Os integrantes do Movimento dos Sem Terra (MST) receberam ontem pela manhã, em sessão especial, proposta pelo deputado Bira Corôa (PT), no plenário da Assembleia Legislativa, uma grande homenagem pelo Dia Internacional da Luta Camponesa, em memória aos 20 anos do Massacre de Eldorado dos Carajás.
Cerca de quatro mil integrantes do MST lotaram todas as dependências do plenário da Casa e também do pátio externo do prédio anexo. A sessão especial foi aberta pelo próprio presidente do Poder Legislativo, deputado Marcelo Nilo (PSL), que fez questão de destacar, para os membros do MST, que era uma grande satisfação tê-los na Assembleia, pois esta é a Casa do povo. Ele aproveitou também para elogiar o proponente do evento, Bira Corôa, pela homenagem que foi realizada.
Portando muitas bandeiras e faixas, os homenageados uniformizados chegaram na Assembleia com instrumentos de percussão, gritos de guerra e cantando letras alusivas à luta que travam pela reforma agrária, mas prometendo também intensificar as ocupações, enquanto não são atendidos, pois mais da metade das terras do país, estão em poder de 40 mil posseiros.
O deputado Bira Corôa que, a exemplo do presidente Marcelo Nilo, também foi aplaudido calorosamente e depois da execução do Hino Nacional, iniciou sua participação, justificando.
“Quero fazer uma saudação muito especial a esses companheiros. Considero o MST o maior símbolo de resistência da nossa luta. Não vamos celebrar e também não vamos comemorar essa data em que nossos irmãos foram abatidos no campo. Vamos, sim, fazer este registro em respeito a todos os acampados e assentados e desejar um dia de muita luta”, disse Bira, lembrando que o Estado possui 10.397 famílias assentadas em 146 assentamentos e 25.460 acampados divididos em 10 regiões da Bahia.
HISTÓRICO
O Massacre de Eldorado dos Carajás foi a morte de 21 trabalhadores sem-terra que aconteceu em 17 de abril de 1996, no município de Eldorado dos Carajás, no sul do Pará, decorrente de uma ação criminosa da Polícia daquele estado.
Dezenove trabalhadores foram assassinados e morreram no local e mais dois, que foram baleados, morreram posteriormente. O crime bárbaro aconteceu quando 1.500 sem-terra que estavam acampados na região decidiram fazer uma marcha pacífica em protesto contra a demora da desapropriação de terras, principalmente as da Fazenda Macaxeira. A Polícia Militar foi encarregada de tirá-los do local, porque obstruiriam a rodovia BR-155, que liga a capital Belém ao sul do estado.

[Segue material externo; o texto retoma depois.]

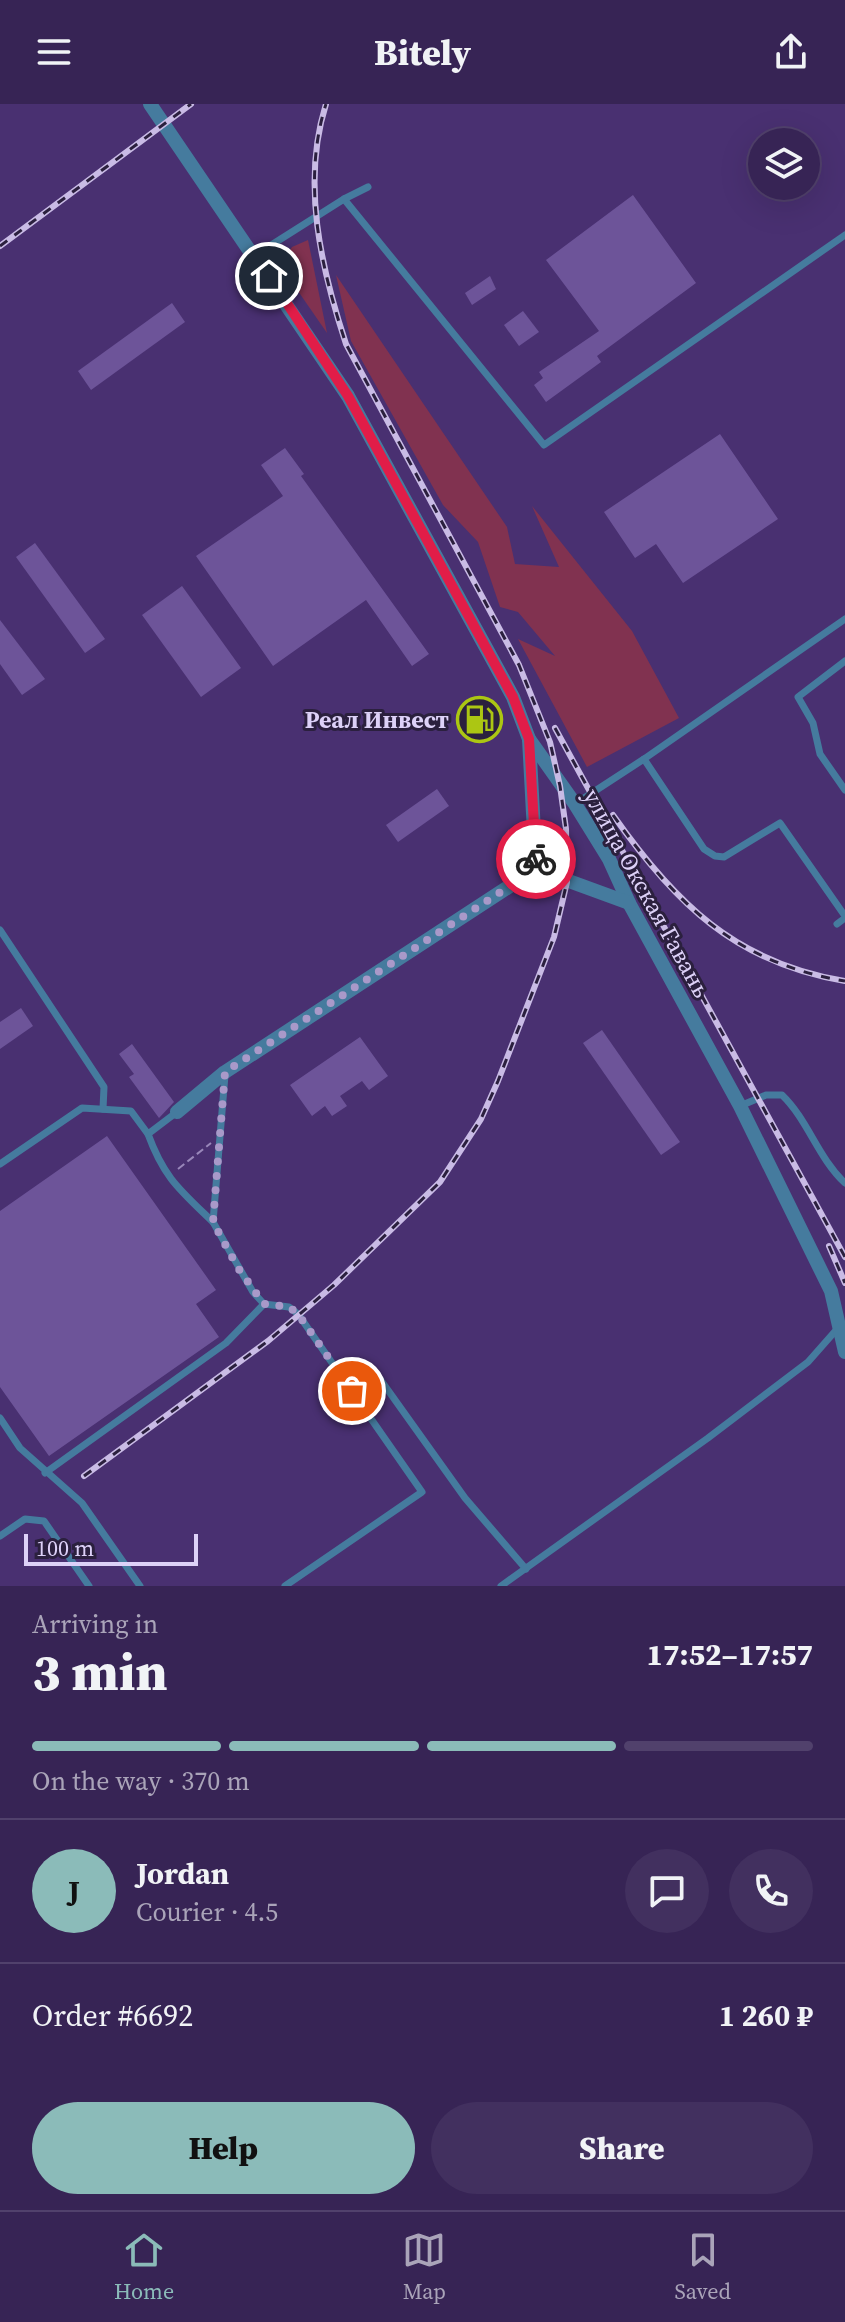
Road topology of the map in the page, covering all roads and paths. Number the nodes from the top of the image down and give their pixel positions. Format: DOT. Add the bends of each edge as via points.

O massacre se deu no governo de Almir Gabriel. A ordem para ação partiu do secretário de Segurança Pública do estado, Paulo Sette Câmara, que declarou após o massacre que autorizara a usar a força necessária, inclusive atirar. A perícia constatou que pelo menos 10 sem-terra foram executados a queima roupa. Os 155 policiais militares que participaram da operação foram indiciados sob acusação de homicídio pelo inquérito da própria Polícia Militar. Como não houve perícia nas armas e projéteis para saber quais policiais atingiram determinadas vítimas, 21 homicídios e as diversas lesões, eles permanecem, na sua grande maioria, impunes.
Muitos depoimentos dos integrantes da Mesa na sessão especial de ontem, que contou com muitas autoridades e líderes políticos além das deputadas Neusa Cadore, Fátima Nunes e Maria del Carmem, todas do Partido dos Trabalhadores, da secretária estadual da Promoção da Igualdade, Vera Lúcia e o coordenador nacional do MST, Evanildo Costa, emocionaram os presentes e mereceram insistentes aplausos e gritos de guerra dos sem-terra.
Evanildo chegou a lembrar os companheiros de luta pelo socialismo, capitão Lamarca e o guerreiro Zequinha e afirmou. “A luta continua”, referindo-se a esta frase célebre do capitão Lamarca, quando abraçava um companheiro de luta.
Ao final com a execução do Hino da Bahia, Bira Corôa não escondeu estar emocionado pelo brilhantismo da sessão especial que propôs.
“O dia de hoje é diferente porque os sem-terra entraram pela porta da frente da Assembleia para serem homenageados e a Casa teve esse privilégio. Nós estamos registrando os 20 anos de impunidade pela Justiça no massacre de Carajás”, concluiu Bira Corôa, bastante emocionado.